EXERCISE ▸
Write out every line of the data below exactly as given.

(Data excerpts)
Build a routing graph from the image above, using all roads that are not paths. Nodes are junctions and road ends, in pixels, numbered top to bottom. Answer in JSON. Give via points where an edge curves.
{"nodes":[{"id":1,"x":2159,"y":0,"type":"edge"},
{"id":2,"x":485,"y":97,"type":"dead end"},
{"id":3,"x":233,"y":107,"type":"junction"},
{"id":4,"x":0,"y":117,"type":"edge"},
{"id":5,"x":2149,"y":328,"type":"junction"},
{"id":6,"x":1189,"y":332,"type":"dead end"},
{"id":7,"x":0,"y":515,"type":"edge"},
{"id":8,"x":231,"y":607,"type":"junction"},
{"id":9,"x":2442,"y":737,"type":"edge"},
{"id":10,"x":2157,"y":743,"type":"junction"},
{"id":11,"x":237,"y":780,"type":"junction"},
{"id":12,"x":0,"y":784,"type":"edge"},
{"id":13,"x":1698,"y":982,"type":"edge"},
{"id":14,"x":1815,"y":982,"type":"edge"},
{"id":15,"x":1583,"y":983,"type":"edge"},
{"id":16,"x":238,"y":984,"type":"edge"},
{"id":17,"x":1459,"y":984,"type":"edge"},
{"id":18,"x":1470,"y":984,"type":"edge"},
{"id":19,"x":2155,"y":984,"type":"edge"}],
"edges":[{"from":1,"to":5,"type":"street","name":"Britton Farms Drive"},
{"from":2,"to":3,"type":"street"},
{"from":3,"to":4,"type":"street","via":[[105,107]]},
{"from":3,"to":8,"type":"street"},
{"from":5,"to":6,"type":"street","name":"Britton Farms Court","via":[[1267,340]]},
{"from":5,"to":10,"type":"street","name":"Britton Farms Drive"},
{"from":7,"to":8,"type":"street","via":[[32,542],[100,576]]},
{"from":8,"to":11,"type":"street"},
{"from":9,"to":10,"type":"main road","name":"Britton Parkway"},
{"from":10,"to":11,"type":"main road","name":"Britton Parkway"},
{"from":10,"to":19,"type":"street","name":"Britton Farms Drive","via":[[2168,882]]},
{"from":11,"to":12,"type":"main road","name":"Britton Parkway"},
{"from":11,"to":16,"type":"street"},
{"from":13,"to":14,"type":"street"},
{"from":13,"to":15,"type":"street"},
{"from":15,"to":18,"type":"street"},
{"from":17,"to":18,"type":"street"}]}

ANSWER SPACE ▸
Build a routing graph from the image above, using all roads that are not paths. Nodes are junctions and road ends, in pixels, numbered top to bottom. Answer in JSON. Give via points where an edge curves.
{"nodes":[{"id":1,"x":2159,"y":0,"type":"edge"},
{"id":2,"x":485,"y":97,"type":"dead end"},
{"id":3,"x":233,"y":107,"type":"junction"},
{"id":4,"x":0,"y":117,"type":"edge"},
{"id":5,"x":2149,"y":328,"type":"junction"},
{"id":6,"x":1189,"y":332,"type":"dead end"},
{"id":7,"x":0,"y":515,"type":"edge"},
{"id":8,"x":231,"y":607,"type":"junction"},
{"id":9,"x":2442,"y":737,"type":"edge"},
{"id":10,"x":2157,"y":743,"type":"junction"},
{"id":11,"x":237,"y":780,"type":"junction"},
{"id":12,"x":0,"y":784,"type":"edge"},
{"id":13,"x":1698,"y":982,"type":"edge"},
{"id":14,"x":1815,"y":982,"type":"edge"},
{"id":15,"x":1583,"y":983,"type":"edge"},
{"id":16,"x":238,"y":984,"type":"edge"},
{"id":17,"x":1459,"y":984,"type":"edge"},
{"id":18,"x":1470,"y":984,"type":"edge"},
{"id":19,"x":2155,"y":984,"type":"edge"}],
"edges":[{"from":1,"to":5,"type":"street","name":"Britton Farms Drive"},
{"from":2,"to":3,"type":"street"},
{"from":3,"to":4,"type":"street","via":[[105,107]]},
{"from":3,"to":8,"type":"street"},
{"from":5,"to":6,"type":"street","name":"Britton Farms Court","via":[[1267,340]]},
{"from":5,"to":10,"type":"street","name":"Britton Farms Drive"},
{"from":7,"to":8,"type":"street","via":[[32,542],[100,576]]},
{"from":8,"to":11,"type":"street"},
{"from":9,"to":10,"type":"main road","name":"Britton Parkway"},
{"from":10,"to":11,"type":"main road","name":"Britton Parkway"},
{"from":10,"to":19,"type":"street","name":"Britton Farms Drive","via":[[2168,882]]},
{"from":11,"to":12,"type":"main road","name":"Britton Parkway"},
{"from":11,"to":16,"type":"street"},
{"from":13,"to":14,"type":"street"},
{"from":13,"to":15,"type":"street"},
{"from":15,"to":18,"type":"street"},
{"from":17,"to":18,"type":"street"}]}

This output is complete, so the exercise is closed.